Children are mostly visual learners, so be sure to show them exactly what you want. They love identifying what the instructor is doing wrong, causing the expert to tumble and crash, and, wow, you've just checked for understanding while getting a laugh.

Taking a child at any age to terrain that is more difficult than what he or she is ready for can cause instant panic. Children need to move to learn while learning to move, but they don't need to move all over the mountain. Familiarity encourages comfort. The kindergarten class may be perfectly secure and content exploring the interesting rolls and gullies of the beginner hill all afternoon, while their instructor is champing at the bit to progress to more challenging terrain. Challenging for whom?

Respect your students, regardless of their ages, abilities, and personal quirks. Remember that kids are individuals with their own very individual needs and feelings. We group childish characteristics into categories to better learn how to recognize and handle them, but let's not ever expect kids to fit the cookie-cutter mold.

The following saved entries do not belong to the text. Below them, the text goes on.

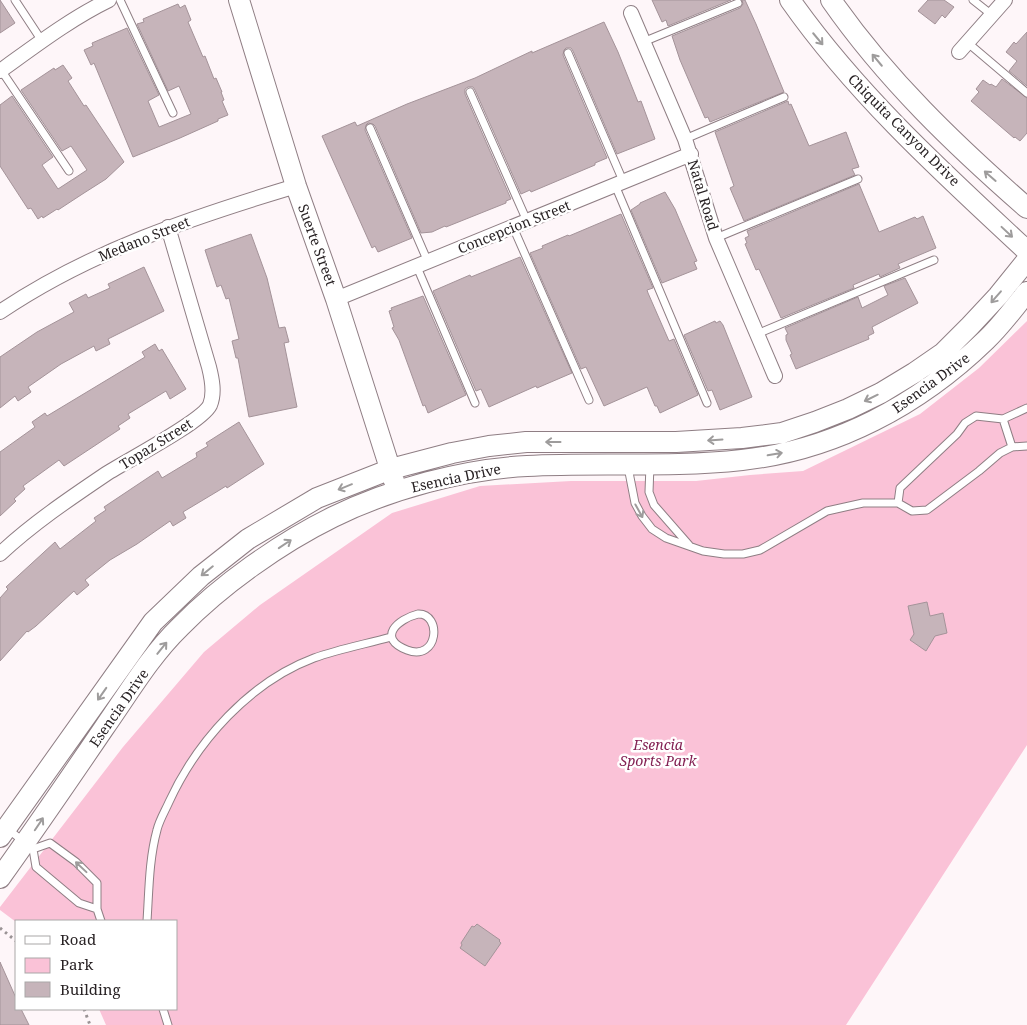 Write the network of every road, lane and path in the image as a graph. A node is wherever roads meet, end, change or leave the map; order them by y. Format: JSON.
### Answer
{"nodes":[{"id":1,"x":15,"y":0,"type":"edge"},
{"id":2,"x":109,"y":0,"type":"edge"},
{"id":3,"x":120,"y":0,"type":"edge"},
{"id":4,"x":239,"y":0,"type":"edge"},
{"id":5,"x":790,"y":0,"type":"edge"},
{"id":6,"x":831,"y":0,"type":"edge"},
{"id":7,"x":973,"y":0,"type":"edge"},
{"id":8,"x":1004,"y":0,"type":"edge"},
{"id":9,"x":738,"y":3,"type":"dead end"},
{"id":10,"x":631,"y":13,"type":"dead end"},
{"id":11,"x":992,"y":15,"type":"junction"},
{"id":12,"x":42,"y":41,"type":"junction"},
{"id":13,"x":643,"y":42,"type":"junction"},
{"id":14,"x":964,"y":48,"type":"joint"},
{"id":15,"x":568,"y":53,"type":"dead end"},
{"id":16,"x":0,"y":71,"type":"edge"},
{"id":17,"x":470,"y":92,"type":"dead end"},
{"id":18,"x":1027,"y":92,"type":"edge"},
{"id":19,"x":784,"y":97,"type":"dead end"},
{"id":20,"x":172,"y":113,"type":"dead end"},
{"id":21,"x":370,"y":128,"type":"dead end"},
{"id":22,"x":685,"y":139,"type":"junction"},
{"id":23,"x":691,"y":154,"type":"junction"},
{"id":24,"x":69,"y":171,"type":"dead end"},
{"id":25,"x":858,"y":179,"type":"dead end"},
{"id":26,"x":619,"y":183,"type":"junction"},
{"id":27,"x":296,"y":186,"type":"junction"},
{"id":28,"x":1027,"y":208,"type":"edge"},
{"id":29,"x":526,"y":221,"type":"junction"},
{"id":30,"x":168,"y":227,"type":"junction"},
{"id":31,"x":513,"y":227,"type":"junction"},
{"id":32,"x":716,"y":238,"type":"junction"},
{"id":33,"x":1027,"y":251,"type":"edge"},
{"id":34,"x":934,"y":260,"type":"dead end"},
{"id":35,"x":1027,"y":260,"type":"edge"},
{"id":36,"x":422,"y":264,"type":"junction"},
{"id":37,"x":1027,"y":292,"type":"edge"},
{"id":38,"x":336,"y":298,"type":"junction"},
{"id":39,"x":0,"y":312,"type":"edge"},
{"id":40,"x":757,"y":334,"type":"junction"},
{"id":41,"x":775,"y":376,"type":"dead end"},
{"id":42,"x":588,"y":400,"type":"dead end"},
{"id":43,"x":475,"y":403,"type":"dead end"},
{"id":44,"x":707,"y":403,"type":"dead end"},
{"id":45,"x":1027,"y":408,"type":"edge"},
{"id":46,"x":1003,"y":419,"type":"junction"},
{"id":47,"x":1012,"y":446,"type":"junction"},
{"id":48,"x":1027,"y":446,"type":"edge"},
{"id":49,"x":628,"y":464,"type":"junction"},
{"id":50,"x":650,"y":464,"type":"junction"},
{"id":51,"x":391,"y":469,"type":"junction"},
{"id":52,"x":397,"y":491,"type":"junction"},
{"id":53,"x":898,"y":503,"type":"junction"},
{"id":54,"x":691,"y":547,"type":"junction"},
{"id":55,"x":0,"y":554,"type":"edge"},
{"id":56,"x":392,"y":637,"type":"junction"},
{"id":57,"x":3,"y":833,"type":"edge"},
{"id":58,"x":29,"y":846,"type":"junction"},
{"id":59,"x":0,"y":878,"type":"edge"},
{"id":60,"x":97,"y":909,"type":"junction"},
{"id":61,"x":101,"y":920,"type":"edge"},
{"id":62,"x":147,"y":920,"type":"edge"},
{"id":63,"x":0,"y":928,"type":"edge"},
{"id":64,"x":15,"y":940,"type":"edge"},
{"id":65,"x":84,"y":1010,"type":"edge"},
{"id":66,"x":163,"y":1010,"type":"edge"},
{"id":67,"x":90,"y":1025,"type":"edge"},
{"id":68,"x":168,"y":1025,"type":"edge"}],
"edges":[{"from":1,"to":12,"type":"lane"},
{"from":2,"to":12,"type":"street"},
{"from":3,"to":20,"type":"lane"},
{"from":4,"to":27,"type":"street","name":"Suerte Street"},
{"from":5,"to":33,"type":"street","name":"Chiquita Canyon Drive","one_way":true},
{"from":28,"to":6,"type":"street","name":"Chiquita Canyon Drive","one_way":true},
{"from":7,"to":11,"type":"lane"},
{"from":8,"to":11,"type":"street"},
{"from":9,"to":13,"type":"lane"},
{"from":10,"to":13,"type":"street","name":"Natal Road"},
{"from":11,"to":14,"type":"street"},
{"from":12,"to":16,"type":"street"},
{"from":13,"to":22,"type":"street","name":"Natal Road"},
{"from":14,"to":18,"type":"lane"},
{"from":15,"to":26,"type":"lane"},
{"from":16,"to":24,"type":"lane"},
{"from":17,"to":29,"type":"lane"},
{"from":19,"to":22,"type":"lane"},
{"from":21,"to":36,"type":"lane"},
{"from":22,"to":23,"type":"street","name":"Natal Road"},
{"from":23,"to":26,"type":"street","name":"Concepcion Street"},
{"from":23,"to":32,"type":"street","name":"Natal Road"},
{"from":25,"to":32,"type":"lane"},
{"from":26,"to":29,"type":"street","name":"Concepcion Street"},
{"from":26,"to":44,"type":"lane"},
{"from":27,"to":30,"type":"street","name":"Medano Street"},
{"from":27,"to":38,"type":"street","name":"Suerte Street"},
{"from":29,"to":31,"type":"street","name":"Concepcion Street"},
{"from":30,"to":39,"type":"street","name":"Medano Street"},
{"from":30,"to":55,"type":"street","name":"Topaz Street"},
{"from":31,"to":36,"type":"street","name":"Concepcion Street"},
{"from":31,"to":42,"type":"lane"},
{"from":32,"to":40,"type":"street","name":"Natal Road"},
{"from":34,"to":40,"type":"lane"},
{"from":35,"to":51,"type":"street","name":"Esencia Drive","one_way":true},
{"from":36,"to":38,"type":"street","name":"Concepcion Street"},
{"from":36,"to":43,"type":"lane"},
{"from":50,"to":37,"type":"street","name":"Esencia Drive","one_way":true},
{"from":38,"to":51,"type":"street","name":"Suerte Street"},
{"from":40,"to":41,"type":"street","name":"Natal Road"},
{"from":45,"to":46,"type":"lane"},
{"from":46,"to":47,"type":"lane"},
{"from":46,"to":53,"type":"lane"},
{"from":47,"to":48,"type":"lane"},
{"from":47,"to":53,"type":"lane"},
{"from":49,"to":50,"type":"street","name":"Esencia Drive"},
{"from":49,"to":52,"type":"street","name":"Esencia Drive"},
{"from":49,"to":54,"type":"lane","one_way":true},
{"from":50,"to":54,"type":"lane"},
{"from":51,"to":52,"type":"street","name":"Suerte Street"},
{"from":51,"to":57,"type":"street","name":"Esencia Drive","one_way":true},
{"from":58,"to":52,"type":"street","name":"Esencia Drive","one_way":true},
{"from":53,"to":54,"type":"lane"},
{"from":56,"to":56,"type":"lane"},
{"from":56,"to":62,"type":"lane"},
{"from":57,"to":58,"type":"lane"},
{"from":58,"to":59,"type":"street","name":"Esencia Drive"},
{"from":58,"to":60,"type":"lane"},
{"from":60,"to":58,"type":"lane","one_way":true},
{"from":60,"to":61,"type":"lane"},
{"from":63,"to":64,"type":"path"},
{"from":65,"to":67,"type":"path"},
{"from":66,"to":68,"type":"lane"}]}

Obviously there's more to a great kids' lesson than terrain selection and skill development. If a child doesn't feel safe, he or she won't try and can't learn, no matter how well you explain and demonstrate.

And social security is as much an issue in a ski class as on the floor of Congress. It means no nasty nicknames, no teasing, waiting for the slowest, reining in the fastest. A psychologically balanced lesson encourages friendships and cooperation, recognizes each child's talents, offers individual coaching, and heaps on tons of positive reinforcement. Then a child can spread his or her wings and soar.

When parents wisely entrust their kids to ski schools, they hope and expect the kids to learn not just the mechanics of the sport but to kindle an overall love of the mountain environment. Love and trust overcome a child's anxiety every time.

A Level II certified instructor, Lynda Parker is the children's center supervisor of the Winter Park Skier and Rider Improvement Center in Colorado.